Debit entry for Joseph and Francis Cabot, March 1765, NGAB. Debit entry for Andrew Cabot, May 18, 1773, NGDB 2; and debit entry for Andrew Cabot, April 6, 1780, NGDB 2. Andrew bought the first desk-and-bookcase three weeks after marrying Lydia Dodge (1748–1807). He commissioned the second shortly after moving to Beverly, Massachusetts. Andrew’s 1791 inventory lists one “desk & bookcase” valued at £7.10 and another valued at £4.10. ECPR, no. 4431, bk. 360, pp. 499–506. His wife, who was pregnant with their ninth child when he died, moved to Boston in March 1792. Auctioneer William Lang sold one of the two desk-and-bookcases, a mahogany stand table, and thirteen chairs from Andrew’s Beverly house later that year. Salem Gazette, June 12, 1792; and Nathan Dane, Minute Book of Settling Estate of Andrew Cabot (Boston: Massachusetts Historical Society, 1935), p. 19. The other desk-and-bookcase was still in Lydia’s house when she died in July 1807. The estate was divided equally between the couple’s children. Suffolk County Probate Records (hereafter cited as SCPR), bk. 105, docket no. 22925, p. 411. Debit entry for George Cabot, March 25, 1774, NGDB 2. The disposition of George Cabot’s desk-and bookcase remains a mystery. He gave cash to his son and daughter and established trust funds for his wife, Elizabeth. She received the balance of his estate and later bequeathed everything to her son Henry (1783–1864). SCPR, bk. 121, docket no. 26951, p. 336; and SCPR, bk. 123, docket no. 28045, p. 79. Debit entry for Francis Cabot Jr., August 1781, NGDB 2. Two years after the death of his wife, Nancy (1761–1788), Francis Cabot Jr. left his three children in the care of relatives and moved to Philadelphia.

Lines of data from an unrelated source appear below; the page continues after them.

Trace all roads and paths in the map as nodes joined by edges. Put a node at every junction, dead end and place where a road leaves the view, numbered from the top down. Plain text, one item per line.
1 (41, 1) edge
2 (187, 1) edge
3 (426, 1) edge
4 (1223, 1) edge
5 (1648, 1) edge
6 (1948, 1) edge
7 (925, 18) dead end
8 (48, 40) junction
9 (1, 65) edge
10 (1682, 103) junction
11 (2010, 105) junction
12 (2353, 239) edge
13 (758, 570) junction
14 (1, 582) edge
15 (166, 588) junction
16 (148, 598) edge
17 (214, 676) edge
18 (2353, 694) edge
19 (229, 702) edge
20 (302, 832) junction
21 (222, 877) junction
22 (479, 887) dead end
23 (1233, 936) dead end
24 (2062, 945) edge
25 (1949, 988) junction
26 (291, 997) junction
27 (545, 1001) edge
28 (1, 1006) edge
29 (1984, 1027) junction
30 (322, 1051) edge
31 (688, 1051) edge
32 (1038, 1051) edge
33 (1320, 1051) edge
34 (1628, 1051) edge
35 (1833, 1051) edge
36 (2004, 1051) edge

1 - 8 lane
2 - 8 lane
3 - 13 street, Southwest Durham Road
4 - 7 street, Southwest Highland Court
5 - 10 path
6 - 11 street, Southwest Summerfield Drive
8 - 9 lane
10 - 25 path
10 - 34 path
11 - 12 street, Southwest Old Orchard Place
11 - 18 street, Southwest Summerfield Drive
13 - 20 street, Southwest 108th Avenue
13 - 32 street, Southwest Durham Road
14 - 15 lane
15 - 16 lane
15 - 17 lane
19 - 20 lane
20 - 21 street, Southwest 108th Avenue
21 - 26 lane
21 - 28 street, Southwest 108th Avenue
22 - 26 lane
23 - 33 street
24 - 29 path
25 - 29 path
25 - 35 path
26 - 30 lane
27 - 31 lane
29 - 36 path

He subsequently relocated to Louisiana, enlisted as a private in the battle of New Orleans, and died in Natchez, Mississippi. His desk-and-bookcase may have been among the “Genteel and Valuable House Furniture and Shop Goods” Francis sold in September 1790. Debit entry for Andrew Cabot, February 24, 1781, NGDB 2.
The dovetailing on the chest in the Winterthur Museum and the desk-and-bookcase illustrated in fig. 30 differ from that of other bombé furniture attributed to Gould’s shop. On these examples, the pins and tails at the rear of all the drawers are reversed.